Francesco Contis Karnevalsoper Don Chisciotte in Sierra Morena wurde 1719 in Wien uraufgeführt. In Pietro Pariatis und Apostolo Zenos witzigem Libretto nach Vorlage Cervantes' verarbeitet sie die bekannte Geschichte des von ritterlichem Heldenmut träumenden Don Quixote als Parodie auf die sonstige opera seria. Die gewöhnlichen Motive des Wahns, der Liebe, Rache und zwischenmenschlichen Verhaltenswirren dürfen dabei nicht fehlen.
Somit passte sie kurz nach dem Beginn der fünften Jahreszeit ungemein nach Köln, dem einzigen deutschen Spielort auf der drei Städte umfassenden kurzen Tour des B'Rock Orchestra unter René Jacobs, der die zuletzt 2005 in Innsbruck aufgeführte Rarität wiederaufnahm und sogar leicht abänderte. Und während sich ironischerweise die begeisterten Anhänger der hiesigen Fest-Tradition „jeck“ nennen, wurde Conti selbst von seinem Bewunderer Quantz als „bizarr“ treffend bezeichnet. Den Titel verdiente er sich als „Erster Theorbist der Welt“ durch seine „Feurigkeit“ und seinen „Einfallsreichtum“, die sich natürlich in seinen Rezitativen manifestieren, die entgegen der wörtlichen Bezeichnung secco gerade fetzig, effektvoll und lustig daherkommen.
Ein Glück für eine auf mehr als drei Stunden gekürzte Fünf-Stunden-Oper, obgleich Jacobs – egal welches Werk auf dem Pult liegt – auch so schon ein freiheitliches Continuo-Spektakel garantiert. Doch auch Contis Accompagnati und Arien bestechen durch Einfall, Abwechslung und Ausgewogenheit; sie rechtfertigen in ihrer musikstilistischen Konjunktion aus neapolitanischem Theater und wienerischer Galanz mit grellen vokalen wie melodischen Effekten seine Extravaganz und geraten, im Gegensatz zu Werken anderen Komponisten, nicht zu einer langweiligen Mixtur.

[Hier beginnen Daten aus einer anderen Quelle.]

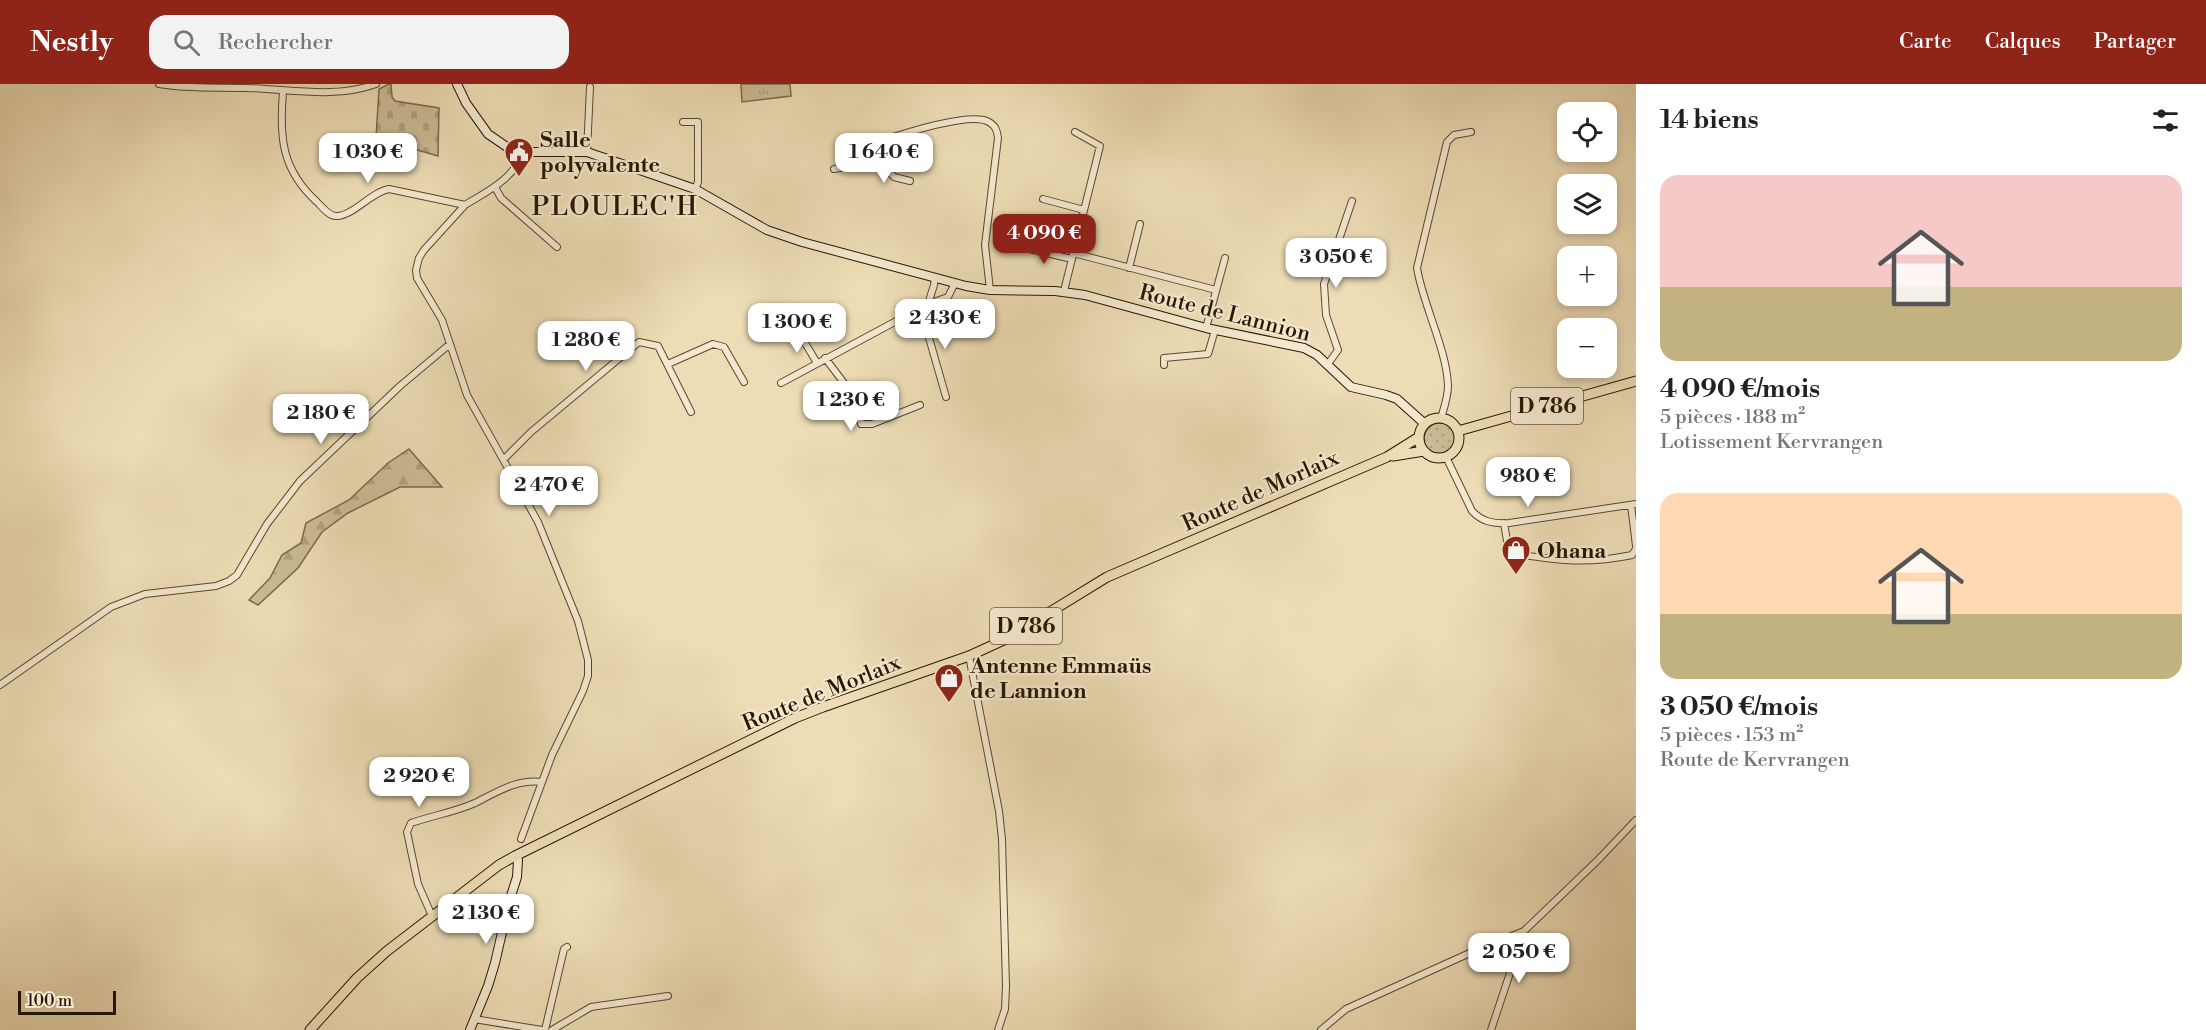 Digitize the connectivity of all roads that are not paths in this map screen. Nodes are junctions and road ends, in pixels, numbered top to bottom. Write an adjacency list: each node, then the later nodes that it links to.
1 (159, 84): 5 (street)
2 (376, 84): 5 (street)
3 (457, 84): 10 (street)
4 (590, 85): 11 (street)
5 (283, 92): 20 (street)
6 (682, 122): 17 (street)
7 (1075, 132): 21 (street)
8 (1472, 132): 49 (street)
9 (878, 142): 12 (street); 13 (street); 30 (street)
10 (522, 152): 11 (street, Route de Lannion); 16 (street)
11 (587, 152): 17 (street, Route de Lannion)
12 (876, 158): 13 (street); 15 (street)
13 (863, 164): 14 (street)
14 (834, 169)
15 (910, 181)
16 (495, 187): 20 (street); 23 (street)
17 (695, 189): 28 (street, Route de Lannion)
18 (1043, 199): 21 (street)
19 (1352, 201): 41 (street)
20 (465, 205): 37 (street)
21 (1084, 210): 25 (street)
22 (1140, 224): 27 (street)
23 (557, 247)
24 (1021, 247): 25 (street)
25 (1072, 256): 27 (street); 32 (street)
26 (1225, 258): 31 (street)
27 (1129, 268): 31 (street)
28 (934, 277): 29 (street, Route de Lannion); 33 (street)
29 (955, 283): 30 (street, Route de Lannion); 33 (street)
30 (990, 290): 32 (street, Route de Lannion)
31 (1216, 290): 35 (street)
32 (1064, 291): 35 (street, Route de Lannion)
33 (928, 304): 34 (street)
34 (921, 310): 38 (street); 46 (street)
35 (1211, 329): 41 (street, Route de Lannion); 42 (street)
36 (798, 331): 39 (street)
37 (450, 344): 56 (street); 61 (street)
38 (825, 358): 39 (street); 47 (street)
39 (817, 363): 45 (street)
40 (668, 364): 44 (street); 48 (street); 56 (street)
41 (1328, 364): 50 (street, Route de Lannion)
42 (1164, 365)
43 (1636, 381): 51 (main road, D 786)
44 (744, 382)
45 (781, 383)
46 (946, 397)
47 (920, 405)
48 (691, 412)
49 (1441, 418): 50 (main road); 51 (main road)
50 (1425, 424): 52 (main road)
51 (1458, 431): 55 (main road)
52 (1419, 437): 53 (main road); 54 (main road, Route de Morlaix / D 786)
53 (1424, 451): 54 (main road, Route de Morlaix / D 786); 55 (main road)
54 (1387, 457): 60 (main road, Route de Morlaix / D 786)
55 (1446, 457): 58 (street)
56 (504, 459): 62 (street)
57 (1634, 504): 58 (street); 59 (street)
58 (1504, 523): 59 (street)
59 (1636, 547)
60 (969, 656): 65 (main road, Route de Morlaix / D 786); 76 (street)
61 (3, 683)
62 (542, 782): 64 (street); 66 (street)
63 (1636, 820): 67 (street)
64 (521, 840)
65 (515, 856): 66 (main road, Route de Morlaix / D 786); 70 (street)
66 (432, 916): 72 (main road, Route de Morlaix / D 786)
67 (1524, 931): 77 (street); 78 (street)
68 (567, 947): 74 (street)
69 (668, 996): 75 (street)
70 (474, 1019): 71 (street); 73 (street)
71 (518, 1029): 74 (street)
72 (310, 1030)
73 (470, 1030)
74 (543, 1030)
75 (552, 1030)
76 (998, 1030)
77 (1321, 1030)
78 (1491, 1030)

Sie passen nicht nur zu der Form der Tragicommedia, sondern spiegeln auch zwangsläufig das schnell wechselnde Auf und Ab der Geschichte und ihrer Charaktere gekonnt wider. So finden sich immer mal eingeschobene Dialogantworten in gewitzt und abrupt unterbrochenen musikalischen Linien und zahlreiche Affektbrüche in wunderschönen Melodien zwischen empfindsam-sentimental, edel-verspielt und sprudelig-frisch. Dafür war das B'Rock Orchestra der perfekte Interpret. Auch wenn die bei Jacobs seit einiger Zeit exerzierte (getrennte und teils gemischte) Aufstellung ob vergangener Schwierigkeiten hinsichtlich Zusammenspiel und Balance für anfänglichen Argwohn sorgte, brachte das Ensemble die Originalität in herausragender Weise zum Ausdruck.
Nicht nur dadurch, dass die Abstimmung makellos war und die Mischung in der Philharmonie funktionierte überwältigten die Musiker mit Präzision und Sicherheit im fließenden Dickicht von Rezitativ-Accompagnato-Arioso-Arie in wechselnder Continuo-Ausführung. Ob knackige Celli und Bässe, funkelnde Lauten, Gitarren und Harfe, ein spritzig-groovendes Cembalo, eine elektrisierende Orgel oder die atmenden, zackigen, gewetzten, akkuraten Streicher. Das Ensemble füllte Partitur und Saal mit Spaß und Energie, Leidenschaft und Einfühlung.
Mit Dynamik, den typisch burlesk-deftigen Streicher-Rhythmen und der Erlebnismaschinerie aus Oboe, Flöte, Flauto piccolo, Kastagnetten, Tambourin, Schellenring, Glöckchen, Trommeln, Windmacher und Hörnern brannte B'Rock ein mitreißendes, farbiges Effektfeuerwerk ab. Zu dieser Lebendigkeit und dem spielerisch-wachen Esprit passte nur zu gut, dass Schlagzeugerin Marie-Ange Petit mit den Kastagnetten auf der Bühne tanzte, als sich Sancio Pansa und Maritorne zur Folia d'Espagne eine der beiden amüsanten Streitszenen des komischen Paares lieferten.